ACTION ITEM:
After going through the data, give the number of lines that contain the word "paths" as your sole answer.

### GIVEN DATA

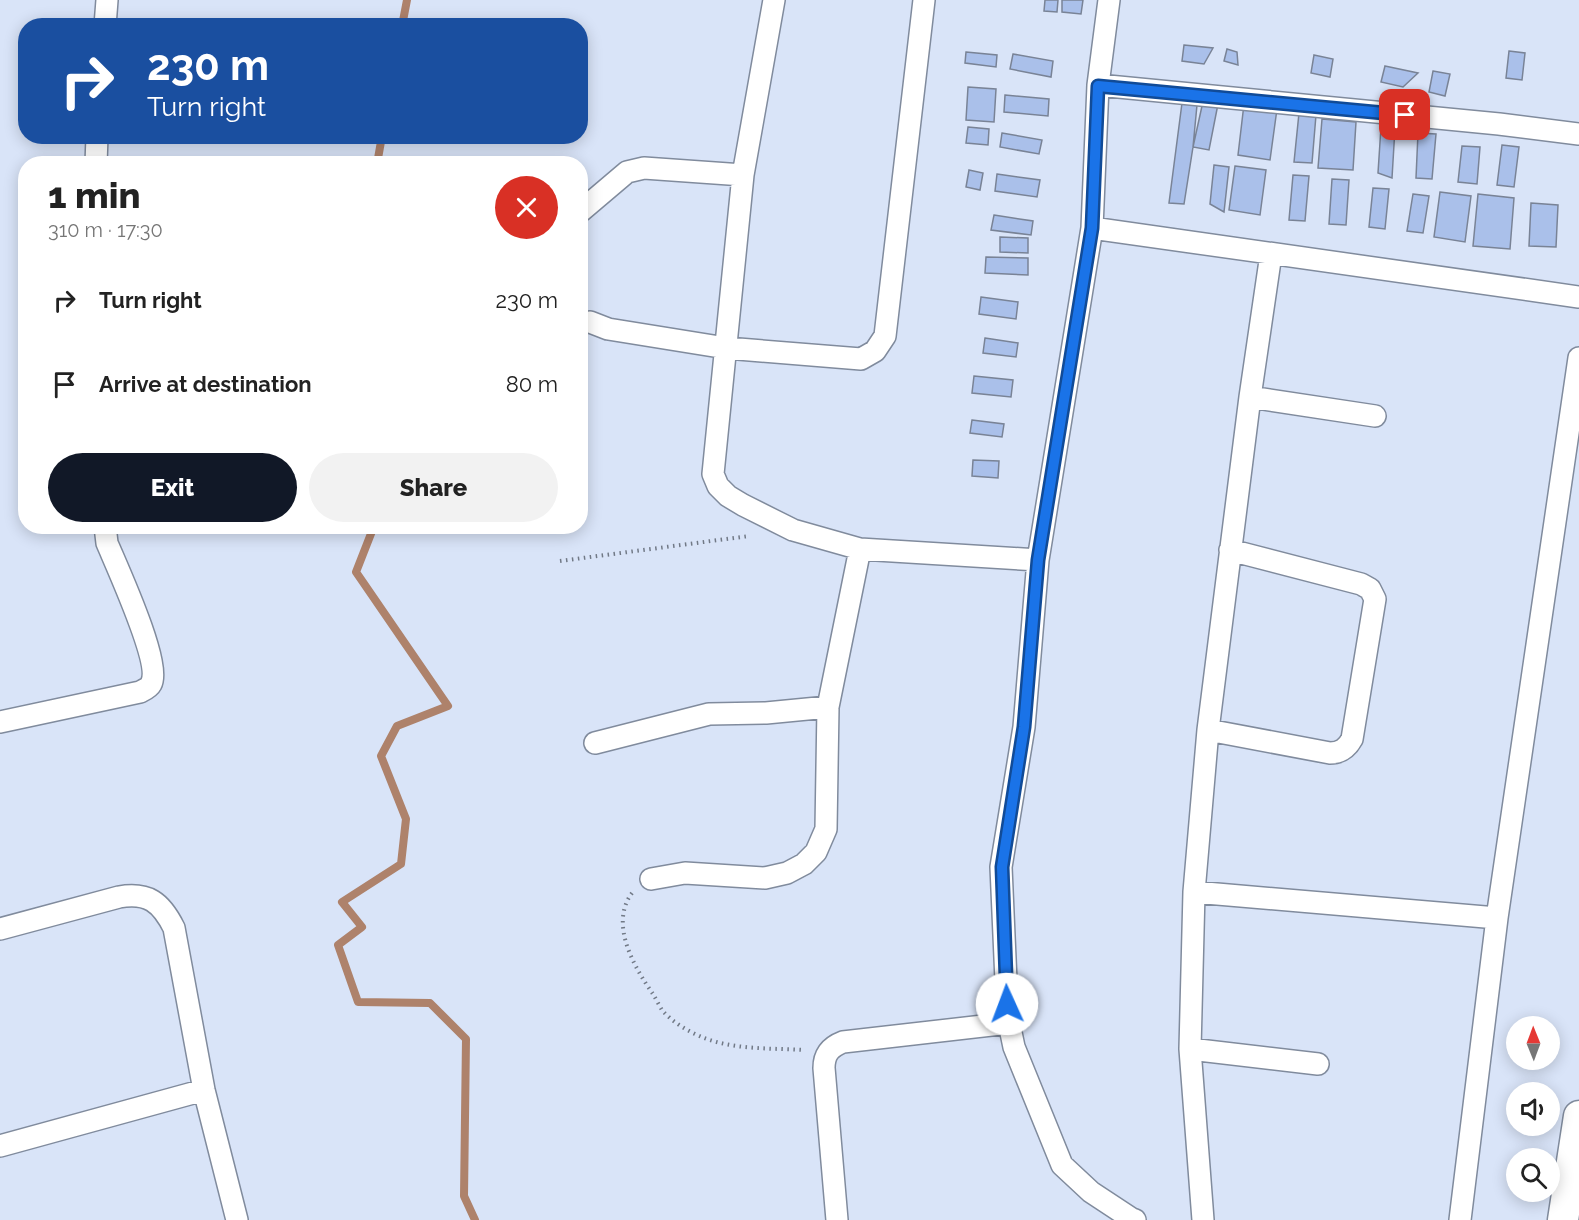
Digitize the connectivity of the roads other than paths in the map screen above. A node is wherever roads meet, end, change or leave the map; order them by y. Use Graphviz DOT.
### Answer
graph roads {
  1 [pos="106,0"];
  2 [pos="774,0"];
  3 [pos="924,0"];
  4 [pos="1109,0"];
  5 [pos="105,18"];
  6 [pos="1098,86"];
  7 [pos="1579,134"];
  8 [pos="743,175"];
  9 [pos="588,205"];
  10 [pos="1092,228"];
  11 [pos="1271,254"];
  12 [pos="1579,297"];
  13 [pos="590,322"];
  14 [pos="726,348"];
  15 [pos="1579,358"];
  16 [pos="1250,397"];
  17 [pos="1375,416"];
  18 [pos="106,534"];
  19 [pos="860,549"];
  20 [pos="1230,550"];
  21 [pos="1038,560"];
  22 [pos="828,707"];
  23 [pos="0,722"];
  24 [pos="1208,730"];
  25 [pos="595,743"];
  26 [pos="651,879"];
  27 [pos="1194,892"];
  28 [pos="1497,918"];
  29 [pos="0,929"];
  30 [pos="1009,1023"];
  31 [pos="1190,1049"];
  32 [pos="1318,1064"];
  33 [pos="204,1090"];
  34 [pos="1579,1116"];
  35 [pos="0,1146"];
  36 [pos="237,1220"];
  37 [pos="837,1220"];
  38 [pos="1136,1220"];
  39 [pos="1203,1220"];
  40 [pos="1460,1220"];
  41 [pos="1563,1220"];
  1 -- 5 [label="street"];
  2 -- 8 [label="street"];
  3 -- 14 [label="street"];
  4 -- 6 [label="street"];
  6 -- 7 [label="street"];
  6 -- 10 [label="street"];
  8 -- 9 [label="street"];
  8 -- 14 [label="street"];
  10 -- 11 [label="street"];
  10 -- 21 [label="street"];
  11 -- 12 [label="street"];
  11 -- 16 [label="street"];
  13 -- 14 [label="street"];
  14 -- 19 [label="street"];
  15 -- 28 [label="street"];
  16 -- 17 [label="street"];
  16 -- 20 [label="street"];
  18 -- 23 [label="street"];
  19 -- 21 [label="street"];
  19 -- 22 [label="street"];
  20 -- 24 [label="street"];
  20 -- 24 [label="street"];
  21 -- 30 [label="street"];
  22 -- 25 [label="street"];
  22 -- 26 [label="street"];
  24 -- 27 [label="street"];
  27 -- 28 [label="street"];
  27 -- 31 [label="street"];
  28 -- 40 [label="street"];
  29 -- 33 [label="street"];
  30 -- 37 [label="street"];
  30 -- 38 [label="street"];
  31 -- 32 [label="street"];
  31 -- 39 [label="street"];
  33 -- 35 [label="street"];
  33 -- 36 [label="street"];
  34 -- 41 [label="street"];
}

######
### GIVEN DATA

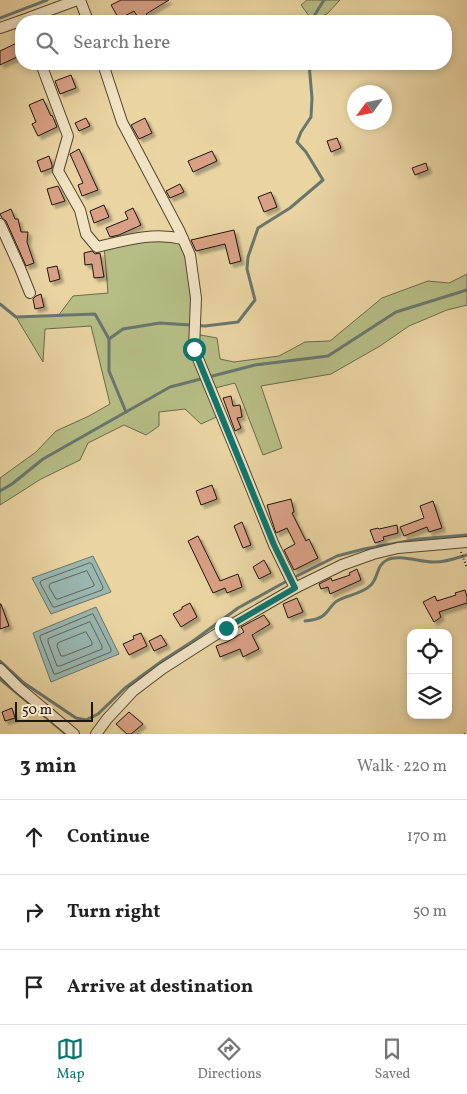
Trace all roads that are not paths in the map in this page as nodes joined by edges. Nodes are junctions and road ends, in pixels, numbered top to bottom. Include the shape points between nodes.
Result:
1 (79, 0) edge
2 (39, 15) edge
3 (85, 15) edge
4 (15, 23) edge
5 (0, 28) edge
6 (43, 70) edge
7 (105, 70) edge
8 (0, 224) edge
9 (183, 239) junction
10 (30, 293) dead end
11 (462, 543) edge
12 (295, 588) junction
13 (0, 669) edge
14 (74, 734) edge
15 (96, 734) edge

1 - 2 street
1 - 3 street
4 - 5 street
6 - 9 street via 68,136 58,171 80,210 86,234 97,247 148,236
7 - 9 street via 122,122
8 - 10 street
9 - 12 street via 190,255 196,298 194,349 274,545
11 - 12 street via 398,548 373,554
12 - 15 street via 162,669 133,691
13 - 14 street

######

RESULT:
2